Americans may respect and admire how individual billionaires — think Oprah Winfrey or Bill Gates — made their billions, even as they rage against the “top 1%” as a group, new research finds.
In eight related studies, people tended to have fewer problems with hearing about the extreme wealth of a particular wealthy person, even as they thought it was unfair that billionaires in general controlled so much riches.
“When there’s this group of people at the top, we think that’s unfair and wonder how luck or the economic system may have played a role in how they made all the money,” said Jesse Walker, co-author of the study and assistant professor of marketing at The Ohio State University’s Fisher College of Business.
“But when we look at one person at the top, we tend to think that person is talented and hard-working and they’re more deserving of all the money they made.”
And this difference may have real-life implications: People are more likely to support wealth taxes on the super-rich when they think about a group like the top 1%, but less likely to support these taxes when they think about a specific rich person.
Walker conducted the study with Thomas Gilovich, professor of psychology, and Stephanie Tepper, a PhD student in psychology, both at Cornell University. Their findings were published today (Oct. 18, 2021) in the Proceedings of the National Academy of Sciences.
In one study, 201 survey respondents had very different opinions about how much more a CEO should make relative to the average employee depending on how this fact was presented.
One group of participants read that the salaries of the CEOs of the largest 350 companies in America had grown from 48 times the average worker in 1995 to 372 times today.
The other group of participants read about one specific company in the top 350, called Avnet, and how Avnet’s CEO, Robert Eisen, had seen his salary grow from 48 times the average worker in 1995 to 372 times today.
Participants in the study read that observers attributed the growth of all 350 companies, or the growth of Avnet, to their CEOs.
Those who were told about Avnet’s CEO thought that the ratio of his salary to the average employee should be significantly higher than did those who were told about the whole group of CEOs.
“We appear to be a bit more tolerant of lavish compensation when it is an individual CEO being compensated, rather than CEOs as a group,” Walker said.
The way the wealthy are portrayed and praised in society and the media may play a large role in how accepting people are of economic inequality, he said.
In one study, participants were shown a Forbes magazine cover. Half saw a cover adapted from an issue that highlighted the wealthiest people in the world. The cover was edited to remove five billionaires that most people were familiar with, such as Gates and Winfrey, in order to eliminate any positive or negative biases people might have toward them. It included only the seven billionaires that most people would either know nothing about or not feel strongly about.
The other half were shown a cover with only one of the seven billionaires.
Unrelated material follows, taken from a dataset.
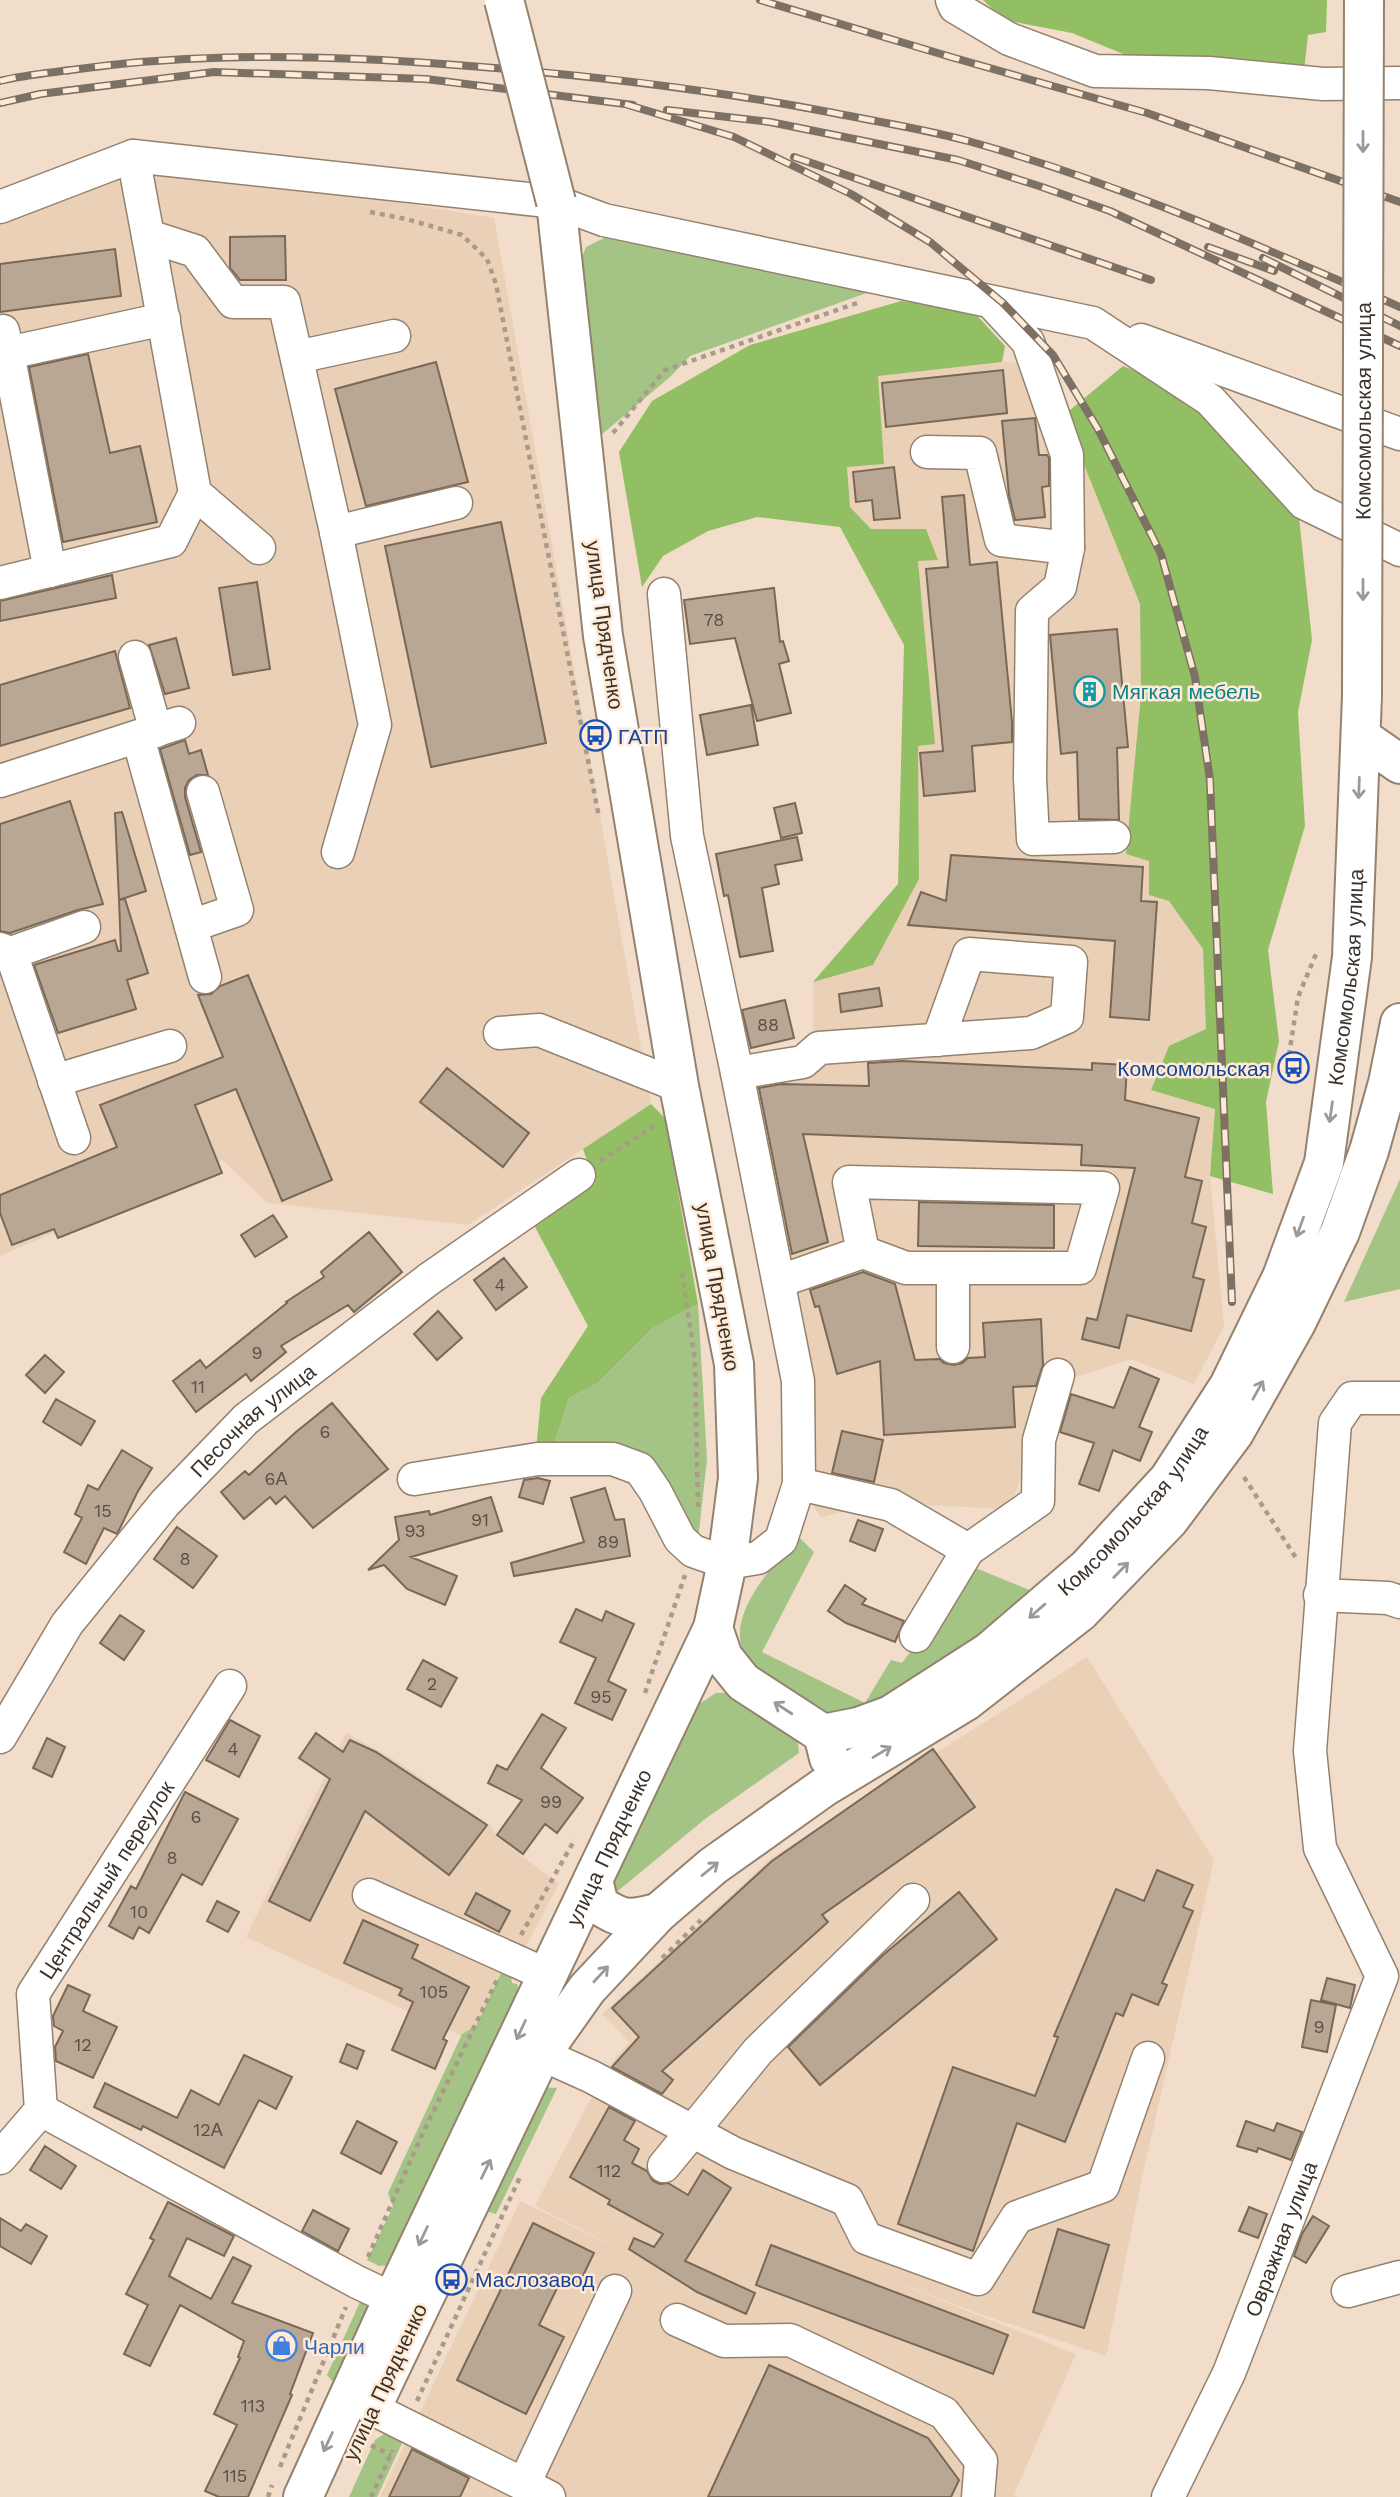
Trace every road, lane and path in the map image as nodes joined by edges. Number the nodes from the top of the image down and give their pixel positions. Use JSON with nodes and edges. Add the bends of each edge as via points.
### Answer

After reading a brief description of the person or persons on the cover, participants were asked to write a few sentences conveying how they felt about the person or persons, and rate how much the person or persons deserved their wealth and how they thought they earned those riches.
The findings were striking, Walker said.
The comments of those who wrote about the individual were less angry than those who wrote about the group, and more likely to reflect the belief that the individual billionaire’s success was due to talent and hard work.
“People in our study were clearly more upset by the wealth of the seven individuals pictured on a single cover than they were by any one of them pictured alone,” Walker said.
And there was more. People who saw the seven billionaires pictured together were more in favor of an inheritance tax to close the gap between the wealthy and poor than were those who saw only one billionaire.
“How we think of the wealthiest people — as a group or as individuals — seems to affect even our policy preferences,” he said.
The issue of how we think about policy regarding inequality is important, Walker said. Economic inequality has grown substantially over the past decades, particularly during the COVID-19 pandemic. One analysis suggests that U.S. billionaires saw their wealth surge $1.8 trillion (62%) during the pandemic.
Research has shown that countries with greater economic inequality tend to have higher homicide rates, greater infant mortality, lower well-being and lower commitment to democratic institutions.
“How we express and communicate information about inequality is important. Talking about “the 1%” is going to get a different reaction than personalizing it by talking about one person in that exclusive club,” Walker said.
“And as consumers, we need to pay attention to how we react to news about the rich and inequality. How that information is presented to us can influence us, even our policy preferences, in ways that we may not always consciously realize.”